SOTA – Coax cable signal loss at 432 MHz

Using good quality RG58AU MilSpec coax at 144 MHz is a compromise of weight saving versus RF losses and the ability to coil a 5 metre length of coax to fit in the SOTA back pack. Yes I hear you, considering the losses in RG58AU it’s not ideal for VHF/UHF weak signal reception!

Using RG58AU at 432 MHz was a temporary measure but in doing so my UHF set up will have losses in the coax feedline in the order of 33% or more.  Assuming a perfect VSWR and no losses in RF connectors (unlikely), the cable loss will be 1.72 dB.  The reality is my UHF set up is more like 3 dB loss where half of the FT-857D power output is lost in the coax cable before any amount of RF signal is successfully radiated by the antenna.  It’s not all bad (yes it is) my 70cm Yagi has a theoretical gain of 10 dB.   😉

When correctly matched to a 70cm antenna with 50 ohm feedline the Yaesu FT-857D has a maximum power output of 20 watts.  Assuming a perfect match between the transmitter output and the antenna, I am wasting at least 7 watts in a short 5 metre length of RG58AU.  I know the antenna VSWR is not perfect and the connectors are PL259s so let’s go with a 3 dB loss, half of the radio’s power output.   On receive, 3dB loss in the feedline/RF connectors is an issue I want to address.

Options for upgrade, remember Summits on the Air (SOTA) is a hobby not an obsession or an addiction (ha ha fits of laughter)   😉

  • purchase a 70cm amplifier – No
  • purchase a different Yagi antenna – No point, the 70cm 7el Yagi has a theoretical gain of 10dB
  • replace my surviving coax with low loss coax at UHF frequencies, while keeping an eye on weight and cost. Yes!

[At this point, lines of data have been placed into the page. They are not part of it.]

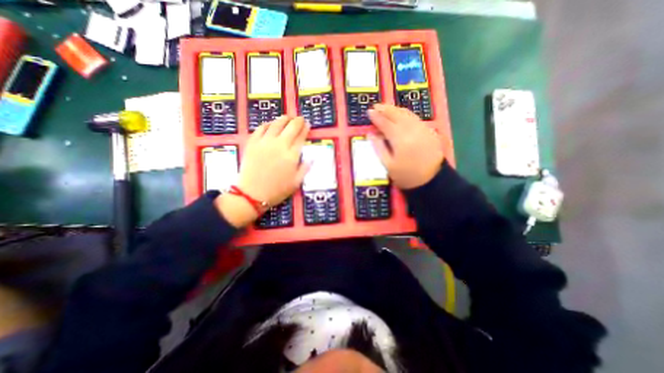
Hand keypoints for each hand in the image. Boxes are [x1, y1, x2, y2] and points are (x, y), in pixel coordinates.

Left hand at [218, 116, 311, 226]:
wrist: (252, 194)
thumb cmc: (277, 190)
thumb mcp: (296, 183)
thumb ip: (305, 168)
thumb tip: (313, 157)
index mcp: (291, 155)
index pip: (301, 137)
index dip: (305, 129)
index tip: (308, 124)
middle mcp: (279, 145)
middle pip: (290, 127)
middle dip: (297, 121)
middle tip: (300, 119)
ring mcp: (265, 142)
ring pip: (276, 124)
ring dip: (284, 119)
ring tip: (288, 117)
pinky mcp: (253, 143)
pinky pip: (261, 128)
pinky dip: (267, 124)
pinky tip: (271, 124)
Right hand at [365, 103, 442, 188]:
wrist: (431, 180)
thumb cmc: (406, 175)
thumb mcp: (388, 165)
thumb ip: (379, 147)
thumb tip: (371, 134)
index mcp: (400, 139)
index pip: (386, 124)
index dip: (377, 117)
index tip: (369, 112)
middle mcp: (411, 130)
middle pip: (397, 115)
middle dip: (386, 109)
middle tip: (376, 106)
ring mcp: (422, 129)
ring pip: (407, 114)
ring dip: (395, 109)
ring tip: (386, 108)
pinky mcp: (428, 131)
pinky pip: (415, 118)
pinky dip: (405, 114)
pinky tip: (401, 115)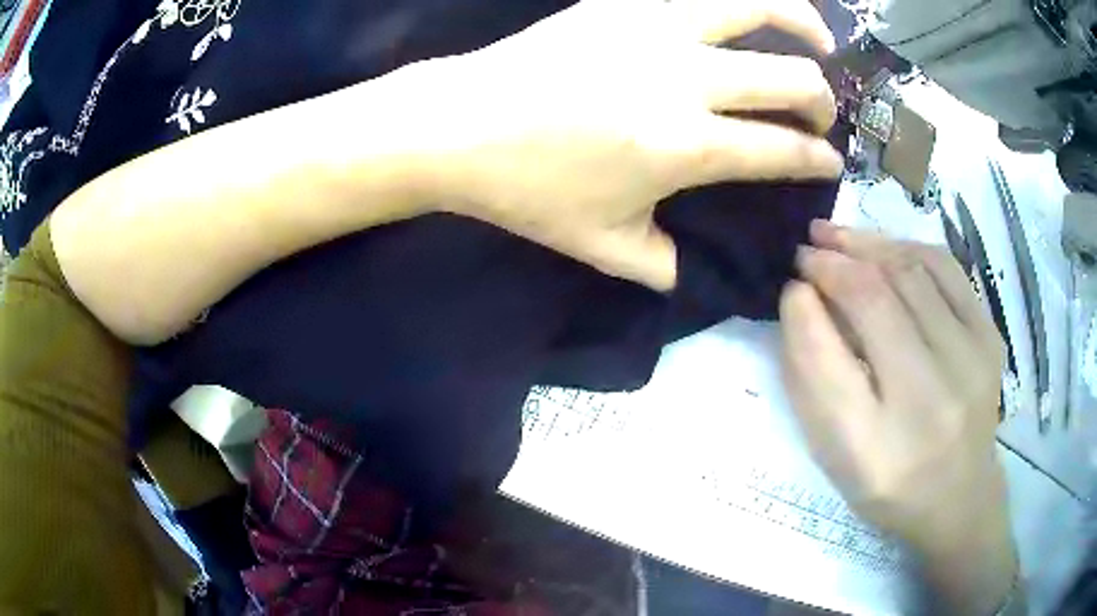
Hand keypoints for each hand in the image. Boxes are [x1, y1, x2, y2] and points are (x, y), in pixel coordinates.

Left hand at [405, 0, 842, 290]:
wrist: (457, 125)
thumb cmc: (526, 190)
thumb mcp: (602, 246)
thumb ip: (663, 265)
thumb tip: (693, 270)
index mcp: (687, 145)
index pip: (782, 151)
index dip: (818, 159)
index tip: (831, 163)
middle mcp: (686, 78)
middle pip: (790, 80)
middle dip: (821, 102)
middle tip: (820, 115)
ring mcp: (654, 28)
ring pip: (754, 5)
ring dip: (800, 20)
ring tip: (819, 38)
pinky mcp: (621, 2)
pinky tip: (743, 9)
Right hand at [780, 221, 1006, 548]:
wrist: (958, 496)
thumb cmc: (887, 482)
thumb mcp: (835, 451)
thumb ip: (812, 376)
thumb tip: (800, 297)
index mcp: (875, 447)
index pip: (828, 357)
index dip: (804, 306)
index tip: (790, 283)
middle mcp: (929, 400)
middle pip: (875, 300)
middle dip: (833, 262)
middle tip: (806, 249)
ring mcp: (969, 363)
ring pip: (911, 271)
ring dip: (867, 245)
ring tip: (837, 237)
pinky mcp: (990, 338)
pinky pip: (946, 269)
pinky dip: (908, 248)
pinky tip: (885, 249)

Coax cable upgrade.  After a few hours of research around amateur radio circles, blogs and the wider WWW on the properties of coax cables, dB loss per metre, bend-ability (my technical term for minimum radius) and weight, I decided LMR-400 or a variant would be a good investment.  Of course the weight of any length of coax is a factor any fair dinkum SOTA activator would consider, LMR-400 has a weight of 100 grams per metre.  For my SOTA 70cm and 2m antenna arrangements I am after two 6 metre lengths of LMR-400, each length fitted with N connectors at both ends.

Comparison of popular coax cable losses at 144 MHz (cable only)

144.2 MHz Length (m) Power In (watts) Cable Loss (dB) Loss % Power Out (watts)
RG58AU 5 20 0.9 19 16.2
LMR-195 6 20 0.76 16.2 16.7
RG213 6 20 0.51 11 17.7
LMR-400 6 20 0.3 7 18.6

Comparison of popular coax cable losses at 432 MHz (cable only)

432.2 MHz Length (m) Power In (watts) Cable Loss (dB) Loss % Power Out (watts)
RG58AU 5 20 1.72 33 13.4
LMR-195 6 20 1.34 24 14.6
RG213 6 20 0.96 20 16
LMR-400 6 20 0.51 11 17.7

What next?

A visit to a local Canberra coax cable supplier revealed the local market is supplied with Andrew CNT-400 coax cable manufactured in China by COMMSCOPE.  CNT-400 has a published attenuation of 8.86 dB/100 metres at 450 MHz similar to LMR-400 at 8.9db/100 metres.  Both cables have a weight of 100 grams per metre.

CNT-400 cross section

Andrew CNT-400 50 ohm coax cross section

Photos: © Copyright 2016 Andrew VK1AD

I proceeded with the purchase of two 6 metre lengths of CNT-400.


6 metre length of CNT-400 50 ohm coax fitted with N connectors.  The coiled coax cable will fit neatly in my backpack.


a 6 metre length of CNT-400 fitted with N connectors 650 grams  🙂


cable ends fitted with N connectors


close up view of the cable details:  Andrew CNT-400

Sunday, 1 May 16 I made plans to activate Isaacs Ridge VK1/AC-041 on 2m and 70cm.  My aim was to deploy the new coax cable combined with a dual band 2m/70cm Yagi.  Unfortunately the SOTA gods had different ideas turning on heavy rain and strong north-westerly winds.  I will try again next weekend, possibly Saturday given the current Wx forecast for Sunday 8 May 16 is 70% chance of rain in the range of 1 to 6 mm.